Di sisi lain, Tavares menegaskan, untuk membantu sepak bola Indonesia, pemain tidak hanya tampil di timnas. Ia mengingatkan, PSM adalah salah satu duta Indonesia di kompetisi antarklub Asia tahun ini. Skuad “Juku Eja” akan bertarung melawan Yangon United (Myanmar) pada babak playoff Piala AFC, Rabu (23/8/2023) mendatang.
“Saya menganggap juga penting untuk melihat bagaimana pemain-pemain muda kami ikut membantu ranking liga (Indonesia) di kancah internasional,” ujar Tavares.
Jika di Eropa, keputusan Doll dan Tavares itu bisa dimaklumi. Klub-klub profesional punya "hak" untuk menjaga pemainnya di luar kalender internasional FIFA.
Polemik jelang Piala AFF U-23 2023 kembali menjadi pelajaran bersama. Sanksi bukan sesuatu yang bisa dianggap remeh oleh siapapun. Komunikasi federasi dan pelatih klub juga perlu ditingkatkan lagi sebelum mengumumkan susunan skuad, utamanya pada turnamen tingkat umur.

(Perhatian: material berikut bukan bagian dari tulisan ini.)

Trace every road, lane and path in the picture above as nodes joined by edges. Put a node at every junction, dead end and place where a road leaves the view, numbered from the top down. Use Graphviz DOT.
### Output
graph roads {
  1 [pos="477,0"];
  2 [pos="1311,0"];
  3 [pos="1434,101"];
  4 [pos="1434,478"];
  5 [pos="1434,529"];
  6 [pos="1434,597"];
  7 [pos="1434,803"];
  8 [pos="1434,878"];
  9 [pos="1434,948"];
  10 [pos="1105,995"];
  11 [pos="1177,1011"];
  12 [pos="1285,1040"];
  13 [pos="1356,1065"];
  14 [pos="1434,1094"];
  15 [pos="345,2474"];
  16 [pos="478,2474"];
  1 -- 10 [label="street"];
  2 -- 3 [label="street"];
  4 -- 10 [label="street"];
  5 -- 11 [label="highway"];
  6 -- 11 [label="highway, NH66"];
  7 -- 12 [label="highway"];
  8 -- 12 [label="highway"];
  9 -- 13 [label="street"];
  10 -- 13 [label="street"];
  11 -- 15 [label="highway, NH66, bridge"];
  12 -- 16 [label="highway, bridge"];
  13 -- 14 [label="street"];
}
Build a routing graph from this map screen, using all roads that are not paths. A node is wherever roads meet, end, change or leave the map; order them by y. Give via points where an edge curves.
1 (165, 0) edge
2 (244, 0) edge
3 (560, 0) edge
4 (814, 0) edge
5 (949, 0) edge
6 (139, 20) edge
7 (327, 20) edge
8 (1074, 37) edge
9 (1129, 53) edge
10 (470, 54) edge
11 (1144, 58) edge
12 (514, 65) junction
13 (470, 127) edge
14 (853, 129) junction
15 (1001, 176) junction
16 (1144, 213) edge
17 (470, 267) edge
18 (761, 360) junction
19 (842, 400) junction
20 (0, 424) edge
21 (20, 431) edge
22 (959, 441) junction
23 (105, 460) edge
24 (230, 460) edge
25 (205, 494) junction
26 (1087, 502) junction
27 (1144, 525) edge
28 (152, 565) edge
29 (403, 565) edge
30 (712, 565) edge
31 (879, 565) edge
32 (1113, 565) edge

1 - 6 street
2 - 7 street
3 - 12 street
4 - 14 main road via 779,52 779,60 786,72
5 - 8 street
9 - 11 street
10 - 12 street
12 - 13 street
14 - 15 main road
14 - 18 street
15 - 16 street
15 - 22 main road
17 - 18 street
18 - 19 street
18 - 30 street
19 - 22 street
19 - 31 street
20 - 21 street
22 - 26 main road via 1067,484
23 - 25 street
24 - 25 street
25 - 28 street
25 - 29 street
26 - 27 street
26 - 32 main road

Jika tidak, pelatih-pelatih di Liga 1 bakal berpikir dua kali untuk memberikan jam terbang tinggi kepada pemain muda dari tim akademi klub. Mereka bakal khawatir jika pemain muda sering bermain, maka kemungkinan bisa “diambil” timnas sewaktu-waktu untuk urusan pemusatan latihan dan turnamen yunior di luar kalender FIFA.
Apalagi, peluang pemain muda tampil semakin berkurang karena aturan enam pemain asing di Liga 1 musim ini. Akhirnya, polemik ini kembali mempertegas bahwa program pembinaan untuk menambah banyak pemain muda berkualitas masih jadi pekerjaan rumah semua pemangku kepentingan sepak bola nasional…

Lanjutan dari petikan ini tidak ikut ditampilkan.